> _Records_:

========

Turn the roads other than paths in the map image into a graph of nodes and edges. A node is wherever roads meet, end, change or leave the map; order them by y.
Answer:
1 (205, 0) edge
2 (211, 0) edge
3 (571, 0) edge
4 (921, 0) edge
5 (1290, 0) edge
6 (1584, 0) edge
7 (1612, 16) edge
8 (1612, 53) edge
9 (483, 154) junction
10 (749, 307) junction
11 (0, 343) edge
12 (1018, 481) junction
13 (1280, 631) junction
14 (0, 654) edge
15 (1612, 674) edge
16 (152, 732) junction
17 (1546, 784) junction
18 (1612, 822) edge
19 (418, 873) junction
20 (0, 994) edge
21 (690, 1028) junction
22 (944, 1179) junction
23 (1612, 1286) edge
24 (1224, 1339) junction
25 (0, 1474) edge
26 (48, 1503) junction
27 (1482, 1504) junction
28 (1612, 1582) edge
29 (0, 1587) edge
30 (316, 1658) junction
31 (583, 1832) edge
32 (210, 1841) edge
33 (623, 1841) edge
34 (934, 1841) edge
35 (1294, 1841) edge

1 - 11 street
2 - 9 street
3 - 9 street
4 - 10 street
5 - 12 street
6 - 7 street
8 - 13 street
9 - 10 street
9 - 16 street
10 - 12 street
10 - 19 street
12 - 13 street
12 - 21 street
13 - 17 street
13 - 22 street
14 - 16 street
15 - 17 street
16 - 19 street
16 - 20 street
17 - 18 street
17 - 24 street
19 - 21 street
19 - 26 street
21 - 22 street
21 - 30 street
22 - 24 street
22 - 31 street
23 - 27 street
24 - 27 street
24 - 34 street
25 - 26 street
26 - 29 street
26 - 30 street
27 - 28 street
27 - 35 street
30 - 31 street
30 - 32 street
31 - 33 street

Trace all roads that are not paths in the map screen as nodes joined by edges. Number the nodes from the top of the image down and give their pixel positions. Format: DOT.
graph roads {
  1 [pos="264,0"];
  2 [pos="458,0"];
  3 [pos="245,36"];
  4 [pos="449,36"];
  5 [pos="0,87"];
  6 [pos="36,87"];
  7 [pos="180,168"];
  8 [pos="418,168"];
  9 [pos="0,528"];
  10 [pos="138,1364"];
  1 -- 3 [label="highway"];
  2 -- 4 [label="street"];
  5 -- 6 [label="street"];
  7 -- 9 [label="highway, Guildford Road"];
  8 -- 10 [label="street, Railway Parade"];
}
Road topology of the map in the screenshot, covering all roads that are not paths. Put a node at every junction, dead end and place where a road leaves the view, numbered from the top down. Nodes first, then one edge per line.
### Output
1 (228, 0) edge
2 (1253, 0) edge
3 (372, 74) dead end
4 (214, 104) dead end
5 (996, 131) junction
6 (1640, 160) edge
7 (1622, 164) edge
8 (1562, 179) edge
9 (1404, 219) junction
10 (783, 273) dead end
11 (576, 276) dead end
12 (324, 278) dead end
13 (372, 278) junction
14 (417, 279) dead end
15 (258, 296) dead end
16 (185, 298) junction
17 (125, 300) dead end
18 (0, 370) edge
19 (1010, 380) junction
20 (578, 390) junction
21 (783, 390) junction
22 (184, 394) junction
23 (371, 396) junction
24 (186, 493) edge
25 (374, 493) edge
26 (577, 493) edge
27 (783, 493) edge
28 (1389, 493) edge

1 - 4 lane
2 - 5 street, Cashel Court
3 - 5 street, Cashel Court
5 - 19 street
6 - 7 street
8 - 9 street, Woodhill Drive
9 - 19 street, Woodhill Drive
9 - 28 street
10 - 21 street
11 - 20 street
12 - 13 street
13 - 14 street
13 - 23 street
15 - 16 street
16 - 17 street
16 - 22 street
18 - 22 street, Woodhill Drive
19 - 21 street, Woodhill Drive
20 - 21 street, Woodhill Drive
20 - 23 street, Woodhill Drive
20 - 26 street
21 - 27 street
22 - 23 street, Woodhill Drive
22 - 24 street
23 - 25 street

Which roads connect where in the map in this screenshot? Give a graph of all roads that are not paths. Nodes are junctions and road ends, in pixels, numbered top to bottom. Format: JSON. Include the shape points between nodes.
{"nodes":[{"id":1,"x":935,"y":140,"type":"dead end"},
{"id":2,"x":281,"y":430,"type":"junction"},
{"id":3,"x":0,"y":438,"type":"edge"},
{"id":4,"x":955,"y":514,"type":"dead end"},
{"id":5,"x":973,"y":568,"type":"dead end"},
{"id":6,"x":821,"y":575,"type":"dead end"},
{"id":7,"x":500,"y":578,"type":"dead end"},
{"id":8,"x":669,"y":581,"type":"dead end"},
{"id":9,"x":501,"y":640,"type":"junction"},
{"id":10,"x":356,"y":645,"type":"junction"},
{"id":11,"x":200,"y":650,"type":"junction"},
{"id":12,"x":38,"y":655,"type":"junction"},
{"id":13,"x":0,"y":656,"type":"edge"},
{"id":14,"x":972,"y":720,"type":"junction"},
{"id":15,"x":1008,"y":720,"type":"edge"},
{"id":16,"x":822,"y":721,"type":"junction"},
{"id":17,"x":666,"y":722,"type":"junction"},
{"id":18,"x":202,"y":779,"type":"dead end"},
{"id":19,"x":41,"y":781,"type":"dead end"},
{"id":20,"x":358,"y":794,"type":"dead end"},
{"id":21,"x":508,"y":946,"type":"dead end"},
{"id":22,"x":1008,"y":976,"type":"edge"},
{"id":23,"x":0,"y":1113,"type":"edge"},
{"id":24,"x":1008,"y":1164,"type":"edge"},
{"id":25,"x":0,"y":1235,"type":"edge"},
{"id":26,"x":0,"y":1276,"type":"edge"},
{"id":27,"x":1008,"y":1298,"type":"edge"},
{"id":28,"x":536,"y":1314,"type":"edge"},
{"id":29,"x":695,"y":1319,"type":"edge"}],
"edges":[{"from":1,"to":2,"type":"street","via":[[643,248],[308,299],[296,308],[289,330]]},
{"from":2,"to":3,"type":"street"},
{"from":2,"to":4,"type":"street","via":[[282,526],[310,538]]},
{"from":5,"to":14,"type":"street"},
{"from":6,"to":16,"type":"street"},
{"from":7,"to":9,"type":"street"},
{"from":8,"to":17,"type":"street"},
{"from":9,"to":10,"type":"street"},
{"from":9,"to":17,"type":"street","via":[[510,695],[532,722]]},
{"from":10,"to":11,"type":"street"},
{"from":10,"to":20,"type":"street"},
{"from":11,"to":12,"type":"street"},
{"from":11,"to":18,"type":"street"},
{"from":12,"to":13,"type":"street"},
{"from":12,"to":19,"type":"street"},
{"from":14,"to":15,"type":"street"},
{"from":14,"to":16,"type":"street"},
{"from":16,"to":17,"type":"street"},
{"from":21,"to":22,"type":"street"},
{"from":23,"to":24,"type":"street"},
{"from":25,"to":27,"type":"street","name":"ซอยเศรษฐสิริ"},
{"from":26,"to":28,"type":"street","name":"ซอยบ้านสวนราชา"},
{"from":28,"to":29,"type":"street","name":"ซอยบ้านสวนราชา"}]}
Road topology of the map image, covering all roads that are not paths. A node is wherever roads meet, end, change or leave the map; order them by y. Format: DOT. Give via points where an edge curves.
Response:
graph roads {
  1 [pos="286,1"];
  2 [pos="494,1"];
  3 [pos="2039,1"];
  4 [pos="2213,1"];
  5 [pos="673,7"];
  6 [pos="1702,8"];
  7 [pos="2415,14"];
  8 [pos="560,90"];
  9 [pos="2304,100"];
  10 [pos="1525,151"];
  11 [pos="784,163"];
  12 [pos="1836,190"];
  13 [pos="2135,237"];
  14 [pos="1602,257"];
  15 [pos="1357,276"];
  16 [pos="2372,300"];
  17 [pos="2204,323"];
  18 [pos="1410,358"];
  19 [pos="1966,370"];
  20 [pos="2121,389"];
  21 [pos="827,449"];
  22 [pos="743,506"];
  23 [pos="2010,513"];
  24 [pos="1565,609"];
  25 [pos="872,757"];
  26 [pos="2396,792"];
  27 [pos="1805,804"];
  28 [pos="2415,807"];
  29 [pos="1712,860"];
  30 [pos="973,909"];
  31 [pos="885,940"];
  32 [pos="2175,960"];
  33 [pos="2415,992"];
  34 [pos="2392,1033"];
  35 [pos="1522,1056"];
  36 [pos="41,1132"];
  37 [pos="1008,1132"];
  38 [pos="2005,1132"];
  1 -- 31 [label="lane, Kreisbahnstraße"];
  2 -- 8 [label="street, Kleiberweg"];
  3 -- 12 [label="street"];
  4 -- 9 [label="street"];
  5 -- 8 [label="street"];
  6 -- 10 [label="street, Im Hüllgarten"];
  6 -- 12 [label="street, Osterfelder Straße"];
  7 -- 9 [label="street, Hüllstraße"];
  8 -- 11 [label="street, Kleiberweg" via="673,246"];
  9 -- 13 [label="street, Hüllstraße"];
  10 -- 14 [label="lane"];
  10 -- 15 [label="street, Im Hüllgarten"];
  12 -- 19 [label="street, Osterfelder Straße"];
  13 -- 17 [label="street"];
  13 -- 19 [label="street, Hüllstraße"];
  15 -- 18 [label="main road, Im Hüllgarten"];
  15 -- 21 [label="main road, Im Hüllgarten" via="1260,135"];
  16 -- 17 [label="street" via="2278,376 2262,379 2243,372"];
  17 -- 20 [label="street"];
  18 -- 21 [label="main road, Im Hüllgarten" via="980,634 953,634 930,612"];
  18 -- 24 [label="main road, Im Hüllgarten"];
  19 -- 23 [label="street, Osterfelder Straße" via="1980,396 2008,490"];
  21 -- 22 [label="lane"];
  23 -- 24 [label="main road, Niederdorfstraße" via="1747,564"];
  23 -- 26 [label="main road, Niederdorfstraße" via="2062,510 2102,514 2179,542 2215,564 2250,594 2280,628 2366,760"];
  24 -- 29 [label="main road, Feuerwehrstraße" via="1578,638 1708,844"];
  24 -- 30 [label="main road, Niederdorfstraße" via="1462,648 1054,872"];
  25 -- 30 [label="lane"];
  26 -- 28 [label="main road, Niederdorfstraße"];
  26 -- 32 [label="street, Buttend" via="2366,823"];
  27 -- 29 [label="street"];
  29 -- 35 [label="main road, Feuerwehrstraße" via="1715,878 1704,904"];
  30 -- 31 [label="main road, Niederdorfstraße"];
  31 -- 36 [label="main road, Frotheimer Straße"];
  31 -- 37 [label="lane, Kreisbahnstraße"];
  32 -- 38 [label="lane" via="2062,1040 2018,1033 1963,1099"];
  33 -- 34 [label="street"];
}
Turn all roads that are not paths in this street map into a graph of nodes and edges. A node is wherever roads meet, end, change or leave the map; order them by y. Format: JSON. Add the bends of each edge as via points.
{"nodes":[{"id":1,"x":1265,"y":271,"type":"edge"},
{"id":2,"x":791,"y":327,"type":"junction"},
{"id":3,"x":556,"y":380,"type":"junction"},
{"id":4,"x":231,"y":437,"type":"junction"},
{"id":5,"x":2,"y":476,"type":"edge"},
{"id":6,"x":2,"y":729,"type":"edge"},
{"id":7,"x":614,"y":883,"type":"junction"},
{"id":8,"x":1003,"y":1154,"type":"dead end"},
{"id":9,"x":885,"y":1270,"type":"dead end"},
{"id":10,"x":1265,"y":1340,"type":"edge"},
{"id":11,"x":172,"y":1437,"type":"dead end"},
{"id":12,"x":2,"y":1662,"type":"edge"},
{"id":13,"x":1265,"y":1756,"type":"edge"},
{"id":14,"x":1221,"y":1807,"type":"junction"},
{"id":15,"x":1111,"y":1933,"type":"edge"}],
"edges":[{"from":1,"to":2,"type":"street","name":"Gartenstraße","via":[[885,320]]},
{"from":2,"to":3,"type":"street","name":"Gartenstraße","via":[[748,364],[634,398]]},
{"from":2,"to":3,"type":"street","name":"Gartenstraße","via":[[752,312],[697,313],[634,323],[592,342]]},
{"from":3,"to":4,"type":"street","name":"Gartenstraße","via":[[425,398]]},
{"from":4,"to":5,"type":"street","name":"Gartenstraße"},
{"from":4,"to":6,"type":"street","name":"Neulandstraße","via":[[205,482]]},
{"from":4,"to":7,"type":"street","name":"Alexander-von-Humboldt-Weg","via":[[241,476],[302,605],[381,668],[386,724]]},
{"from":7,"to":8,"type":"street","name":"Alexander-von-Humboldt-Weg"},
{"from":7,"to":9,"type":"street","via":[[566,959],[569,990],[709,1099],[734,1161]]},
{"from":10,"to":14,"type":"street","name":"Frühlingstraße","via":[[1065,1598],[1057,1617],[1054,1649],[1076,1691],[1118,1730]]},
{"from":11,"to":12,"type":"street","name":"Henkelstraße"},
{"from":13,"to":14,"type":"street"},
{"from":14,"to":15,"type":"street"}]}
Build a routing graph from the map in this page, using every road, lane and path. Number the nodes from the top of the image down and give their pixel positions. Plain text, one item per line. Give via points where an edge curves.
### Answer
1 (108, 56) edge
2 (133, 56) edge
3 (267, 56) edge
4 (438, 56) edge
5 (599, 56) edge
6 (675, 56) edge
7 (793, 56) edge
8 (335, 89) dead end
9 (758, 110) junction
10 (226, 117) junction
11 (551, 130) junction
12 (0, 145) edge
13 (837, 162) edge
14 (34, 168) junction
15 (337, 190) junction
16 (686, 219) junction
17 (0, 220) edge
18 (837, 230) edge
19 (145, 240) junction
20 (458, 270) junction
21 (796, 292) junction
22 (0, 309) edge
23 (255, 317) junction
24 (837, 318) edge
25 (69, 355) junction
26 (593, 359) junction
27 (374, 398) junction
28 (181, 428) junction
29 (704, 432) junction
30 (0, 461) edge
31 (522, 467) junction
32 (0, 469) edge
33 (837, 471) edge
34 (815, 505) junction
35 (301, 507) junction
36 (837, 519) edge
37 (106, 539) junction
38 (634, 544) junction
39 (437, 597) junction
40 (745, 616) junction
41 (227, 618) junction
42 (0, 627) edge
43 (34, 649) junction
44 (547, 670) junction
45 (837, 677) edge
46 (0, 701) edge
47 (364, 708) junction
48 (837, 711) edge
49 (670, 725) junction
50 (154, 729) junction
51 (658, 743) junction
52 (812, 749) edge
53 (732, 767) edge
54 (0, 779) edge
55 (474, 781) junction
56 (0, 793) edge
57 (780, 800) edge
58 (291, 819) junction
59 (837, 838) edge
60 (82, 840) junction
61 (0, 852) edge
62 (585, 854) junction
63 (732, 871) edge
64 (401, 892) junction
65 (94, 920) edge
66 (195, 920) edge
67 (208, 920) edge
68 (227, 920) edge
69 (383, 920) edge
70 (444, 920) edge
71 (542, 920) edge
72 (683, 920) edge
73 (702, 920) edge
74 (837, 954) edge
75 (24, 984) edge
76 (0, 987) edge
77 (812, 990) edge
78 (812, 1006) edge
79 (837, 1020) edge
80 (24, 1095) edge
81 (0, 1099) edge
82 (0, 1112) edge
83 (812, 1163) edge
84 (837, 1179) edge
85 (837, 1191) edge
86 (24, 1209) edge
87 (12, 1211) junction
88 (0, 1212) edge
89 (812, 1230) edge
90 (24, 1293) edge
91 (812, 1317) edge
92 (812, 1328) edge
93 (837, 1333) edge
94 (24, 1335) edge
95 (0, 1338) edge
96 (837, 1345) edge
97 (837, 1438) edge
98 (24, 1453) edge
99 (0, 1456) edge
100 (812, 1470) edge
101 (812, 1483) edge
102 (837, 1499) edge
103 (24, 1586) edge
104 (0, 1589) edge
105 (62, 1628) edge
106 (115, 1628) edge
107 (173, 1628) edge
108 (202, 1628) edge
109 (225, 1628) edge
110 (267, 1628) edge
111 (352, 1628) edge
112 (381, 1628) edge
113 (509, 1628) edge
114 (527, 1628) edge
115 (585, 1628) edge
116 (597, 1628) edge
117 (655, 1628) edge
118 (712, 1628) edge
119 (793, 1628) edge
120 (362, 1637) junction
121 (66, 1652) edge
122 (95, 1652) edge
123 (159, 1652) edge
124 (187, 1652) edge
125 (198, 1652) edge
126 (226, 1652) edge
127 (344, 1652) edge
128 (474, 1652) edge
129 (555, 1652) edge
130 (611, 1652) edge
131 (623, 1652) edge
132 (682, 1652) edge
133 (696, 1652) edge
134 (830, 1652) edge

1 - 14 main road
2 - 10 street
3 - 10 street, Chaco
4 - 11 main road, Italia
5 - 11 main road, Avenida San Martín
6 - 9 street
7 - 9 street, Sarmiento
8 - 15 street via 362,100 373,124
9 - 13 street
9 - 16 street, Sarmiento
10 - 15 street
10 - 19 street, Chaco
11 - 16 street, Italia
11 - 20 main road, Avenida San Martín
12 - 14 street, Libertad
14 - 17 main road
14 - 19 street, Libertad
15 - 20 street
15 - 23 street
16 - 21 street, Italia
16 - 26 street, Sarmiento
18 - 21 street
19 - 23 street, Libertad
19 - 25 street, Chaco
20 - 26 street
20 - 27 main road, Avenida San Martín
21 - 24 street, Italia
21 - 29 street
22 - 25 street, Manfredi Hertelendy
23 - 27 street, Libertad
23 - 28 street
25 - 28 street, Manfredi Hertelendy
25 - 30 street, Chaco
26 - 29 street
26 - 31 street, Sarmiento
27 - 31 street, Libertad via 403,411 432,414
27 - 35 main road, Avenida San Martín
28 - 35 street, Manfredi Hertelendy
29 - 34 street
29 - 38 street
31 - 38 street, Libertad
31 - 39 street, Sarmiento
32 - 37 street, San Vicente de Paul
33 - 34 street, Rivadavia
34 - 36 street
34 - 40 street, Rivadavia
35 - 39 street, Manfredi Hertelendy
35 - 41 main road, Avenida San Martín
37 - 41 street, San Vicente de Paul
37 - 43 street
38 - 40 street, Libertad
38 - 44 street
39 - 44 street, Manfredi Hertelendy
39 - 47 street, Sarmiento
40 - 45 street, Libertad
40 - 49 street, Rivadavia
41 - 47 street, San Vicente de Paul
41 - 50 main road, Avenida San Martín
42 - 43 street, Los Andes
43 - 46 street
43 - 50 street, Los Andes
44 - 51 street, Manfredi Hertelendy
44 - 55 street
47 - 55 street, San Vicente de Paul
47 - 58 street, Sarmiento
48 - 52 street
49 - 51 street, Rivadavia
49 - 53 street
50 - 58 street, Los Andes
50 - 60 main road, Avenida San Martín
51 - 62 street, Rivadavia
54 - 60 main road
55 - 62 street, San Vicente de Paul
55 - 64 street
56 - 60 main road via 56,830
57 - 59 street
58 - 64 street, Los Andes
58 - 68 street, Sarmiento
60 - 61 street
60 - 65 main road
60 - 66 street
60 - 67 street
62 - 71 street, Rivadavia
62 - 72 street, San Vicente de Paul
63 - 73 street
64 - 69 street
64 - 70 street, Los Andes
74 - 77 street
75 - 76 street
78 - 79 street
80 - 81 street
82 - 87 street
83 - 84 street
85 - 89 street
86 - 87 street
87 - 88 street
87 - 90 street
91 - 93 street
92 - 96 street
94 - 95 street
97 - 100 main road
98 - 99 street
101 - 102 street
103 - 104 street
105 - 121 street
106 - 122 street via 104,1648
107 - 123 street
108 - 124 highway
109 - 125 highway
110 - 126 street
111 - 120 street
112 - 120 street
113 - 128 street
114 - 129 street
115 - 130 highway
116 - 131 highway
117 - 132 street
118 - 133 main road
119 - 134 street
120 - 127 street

========

> _Task description_:
From the listing, tally every line with the word "Woodhill" in it and give only the tally.

> _Answer_:
7